Data found in the FBI Uniform Crime Report shows Biden’s claim to be wildly inflated, and when he or any of the other Democrats talk about “gun violence victims,” they habitually lump together suicides, homicides and accidental deaths.
TGM checked the UCR data back to 2007 and did some math. Between 2007 and 2017, according to one set of FBI data, there were 103,109 homicides involving firearms.
However, in 2016, the FBI crime report offered some revised homicide data dating back to 2012 and using those numbers, plus the 10,982 gun-related slayings in 2017, the total jumps to 103,501. By adding data from 2018, the total climbs to 113,766. That’s still a far cry from 150,000, much less Biden’s stated figure of 150 million. (FBI data for 2019 homicides is not yet available.)

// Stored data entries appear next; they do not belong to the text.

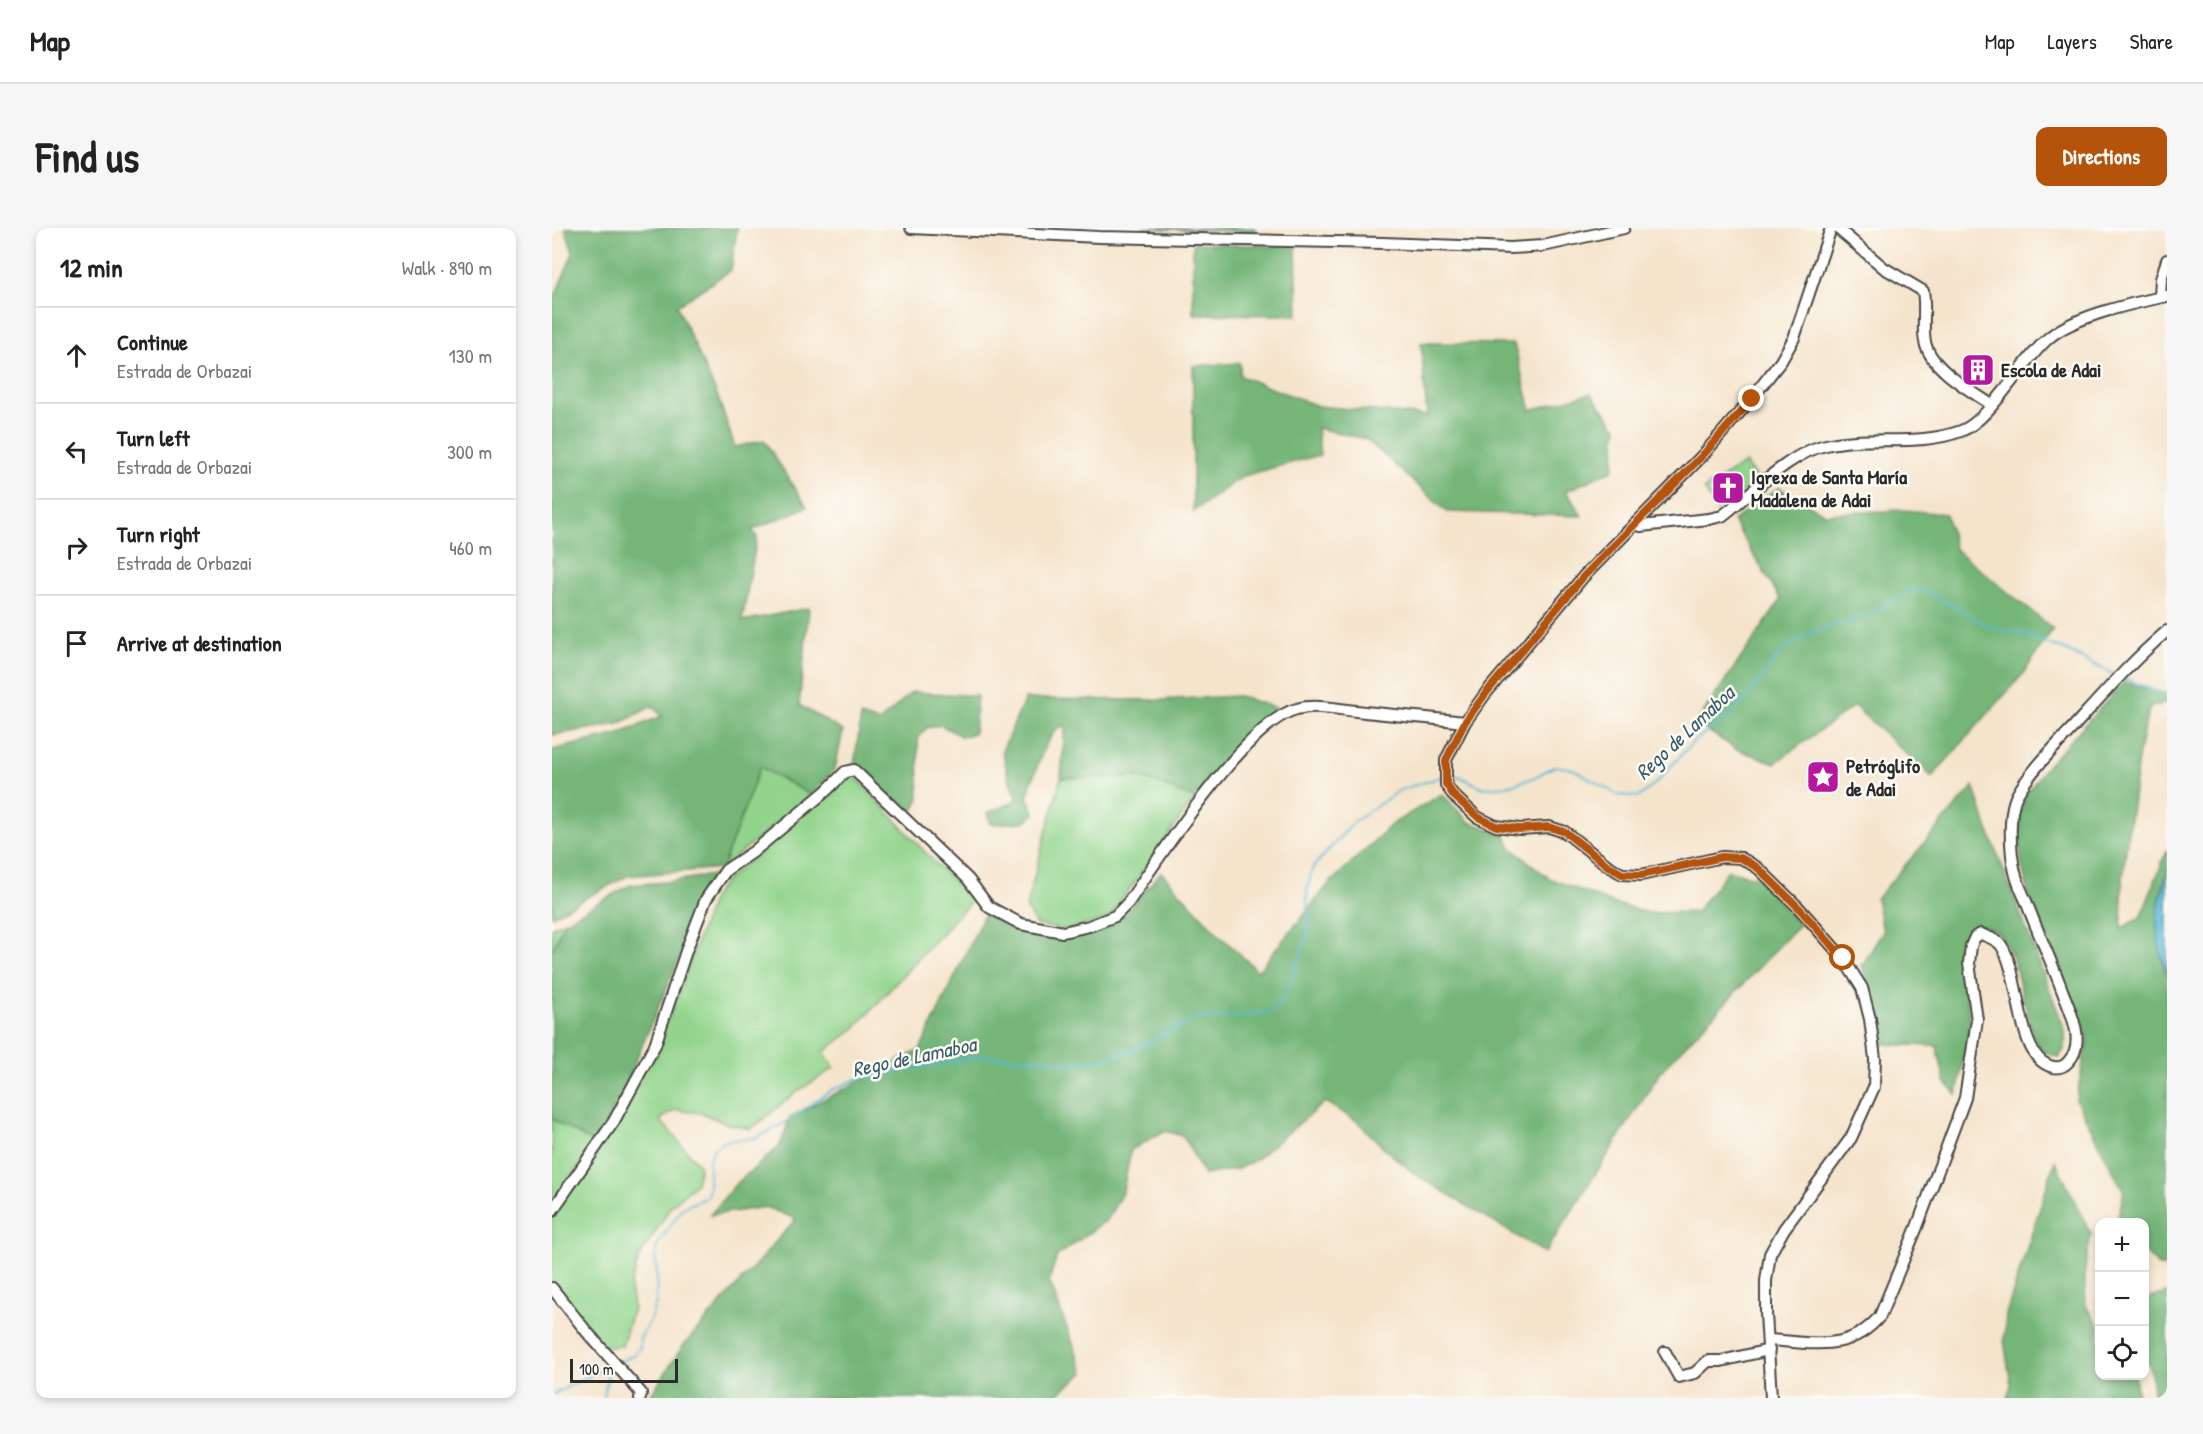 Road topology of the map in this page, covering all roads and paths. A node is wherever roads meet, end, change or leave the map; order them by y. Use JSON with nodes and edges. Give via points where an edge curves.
{"nodes":[{"id":1,"x":911,"y":228,"type":"edge"},
{"id":2,"x":1624,"y":228,"type":"edge"},
{"id":3,"x":1831,"y":228,"type":"edge"},
{"id":4,"x":1837,"y":228,"type":"edge"},
{"id":5,"x":2167,"y":260,"type":"edge"},
{"id":6,"x":2164,"y":297,"type":"edge"},
{"id":7,"x":1992,"y":405,"type":"junction"},
{"id":8,"x":1644,"y":515,"type":"junction"},
{"id":9,"x":1635,"y":524,"type":"junction"},
{"id":10,"x":1652,"y":525,"type":"junction"},
{"id":11,"x":2167,"y":631,"type":"edge"},
{"id":12,"x":1465,"y":722,"type":"junction"},
{"id":13,"x":552,"y":1210,"type":"edge"},
{"id":14,"x":552,"y":1288,"type":"edge"},
{"id":15,"x":1768,"y":1345,"type":"junction"},
{"id":16,"x":1665,"y":1352,"type":"dead end"},
{"id":17,"x":640,"y":1398,"type":"edge"},
{"id":18,"x":1772,"y":1398,"type":"edge"}],
"edges":[{"from":1,"to":2,"type":"street","via":[[1511,248],[1543,246]]},
{"from":3,"to":8,"type":"street","via":[[1794,338],[1780,361],[1703,455]]},
{"from":4,"to":7,"type":"street","via":[[1884,268],[1923,291],[1925,342],[1930,356]]},
{"from":5,"to":6,"type":"street","via":[[2161,279]]},
{"from":6,"to":7,"type":"street","via":[[2069,324],[2026,361]]},
{"from":7,"to":10,"type":"street","via":[[1963,430],[1934,437],[1824,445],[1797,456],[1722,516]]},
{"from":8,"to":9,"type":"street"},
{"from":8,"to":10,"type":"street"},
{"from":9,"to":10,"type":"street"},
{"from":9,"to":12,"type":"street","via":[[1584,576]]},
{"from":11,"to":15,"type":"street","via":[[2114,680],[2016,796],[2011,843],[2015,872],[2073,1017],[2077,1044],[2073,1057],[2058,1068],[2039,1060],[2030,1045],[2001,945],[1981,934],[1975,937],[1969,963],[1977,1020],[1965,1098],[1880,1316],[1856,1338],[1842,1342]]},
{"from":12,"to":13,"type":"street","via":[[1323,708],[1296,709],[1273,720],[1196,806],[1128,903],[1115,916],[1063,932],[1021,924],[989,906],[968,879],[854,770],[845,772],[753,852],[726,870],[706,899],[655,1045],[614,1121]]},
{"from":12,"to":15,"type":"street","via":[[1446,760],[1446,784],[1478,817],[1496,826],[1549,827],[1565,832],[1622,874],[1641,875],[1722,857],[1741,858],[1758,868],[1798,907],[1843,958],[1862,988],[1875,1059],[1874,1087],[1851,1138],[1784,1228],[1770,1254]]},
{"from":14,"to":17,"type":"street","via":[[640,1392]]},
{"from":15,"to":16,"type":"street","via":[[1721,1361],[1708,1361],[1695,1373],[1679,1377]]},
{"from":15,"to":18,"type":"street"}]}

As noted in the Fox News report, “The heavily inflated figure misrepresented gun deaths in America since 2007. From 2007 to 2017, the number of firearm deaths in the U.S. was 373,663. This number includes both violent firearm deaths and unintentional or accidental deaths, according to the Center for American Progress, an organization that promotes progressive values.”
KING5 News said CDC data suggested the number of gun-related deaths from 2007 to 2018 was 413,403.
CCRKBA Chairman Alan Gottlieb’s response to Biden was scathing.
“We saw Joe Biden lose his cool a couple of times on that stage,” Gottlieb said, “but when he blurted that ridiculous claim about gun-related deaths, we wondered if he had lost his mind.”
As noted by KING 5 News’ fact checkers in Seattle, Biden’s other alarming claim Tuesday evening that he wrote the so-called “Boyfriend loophole” legislation was false. What’s worse, when he claimed credit for the legislation, he was standing next to the real author, Sen. Amy Klobuchar (D-MN).
Eventually, the former vice president conceded the point to his rival, KING said.